**Task requirements:**
Only an exact repetition of the entries will do.

**Stored items:**
========================

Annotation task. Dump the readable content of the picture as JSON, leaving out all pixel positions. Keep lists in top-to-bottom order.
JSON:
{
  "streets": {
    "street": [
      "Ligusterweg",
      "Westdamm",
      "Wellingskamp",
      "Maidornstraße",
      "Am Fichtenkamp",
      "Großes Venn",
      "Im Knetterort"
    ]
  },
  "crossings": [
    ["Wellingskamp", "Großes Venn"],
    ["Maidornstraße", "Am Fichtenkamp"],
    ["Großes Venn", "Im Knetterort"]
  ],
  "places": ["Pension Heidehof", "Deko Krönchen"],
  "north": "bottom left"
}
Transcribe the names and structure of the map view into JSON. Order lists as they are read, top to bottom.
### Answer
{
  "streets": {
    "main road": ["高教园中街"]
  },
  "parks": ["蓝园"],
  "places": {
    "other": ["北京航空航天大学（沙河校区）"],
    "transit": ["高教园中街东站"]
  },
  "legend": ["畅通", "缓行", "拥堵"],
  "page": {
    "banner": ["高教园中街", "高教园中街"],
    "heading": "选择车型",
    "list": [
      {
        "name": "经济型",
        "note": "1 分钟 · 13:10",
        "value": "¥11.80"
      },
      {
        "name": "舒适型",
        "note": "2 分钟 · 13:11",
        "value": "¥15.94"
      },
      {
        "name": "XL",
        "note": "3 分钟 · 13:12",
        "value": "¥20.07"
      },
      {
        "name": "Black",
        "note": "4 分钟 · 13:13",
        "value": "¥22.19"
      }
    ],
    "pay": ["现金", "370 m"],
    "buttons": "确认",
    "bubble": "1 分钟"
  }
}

========================

**Result of the task:**
Annotation task. Dump the readable content of the picture as JSON, leaving out all pixel positions. Keep lists in top-to-bottom order.
JSON:
{
  "streets": {
    "street": [
      "Ligusterweg",
      "Westdamm",
      "Wellingskamp",
      "Maidornstraße",
      "Am Fichtenkamp",
      "Großes Venn",
      "Im Knetterort"
    ]
  },
  "crossings": [
    ["Wellingskamp", "Großes Venn"],
    ["Maidornstraße", "Am Fichtenkamp"],
    ["Großes Venn", "Im Knetterort"]
  ],
  "places": ["Pension Heidehof", "Deko Krönchen"],
  "north": "bottom left"
}
Transcribe the names and structure of the map view into JSON. Order lists as they are read, top to bottom.
### Answer
{
  "streets": {
    "main road": ["高教园中街"]
  },
  "parks": ["蓝园"],
  "places": {
    "other": ["北京航空航天大学（沙河校区）"],
    "transit": ["高教园中街东站"]
  },
  "legend": ["畅通", "缓行", "拥堵"],
  "page": {
    "banner": ["高教园中街", "高教园中街"],
    "heading": "选择车型",
    "list": [
      {
        "name": "经济型",
        "note": "1 分钟 · 13:10",
        "value": "¥11.80"
      },
      {
        "name": "舒适型",
        "note": "2 分钟 · 13:11",
        "value": "¥15.94"
      },
      {
        "name": "XL",
        "note": "3 分钟 · 13:12",
        "value": "¥20.07"
      },
      {
        "name": "Black",
        "note": "4 分钟 · 13:13",
        "value": "¥22.19"
      }
    ],
    "pay": ["现金", "370 m"],
    "buttons": "确认",
    "bubble": "1 分钟"
  }
}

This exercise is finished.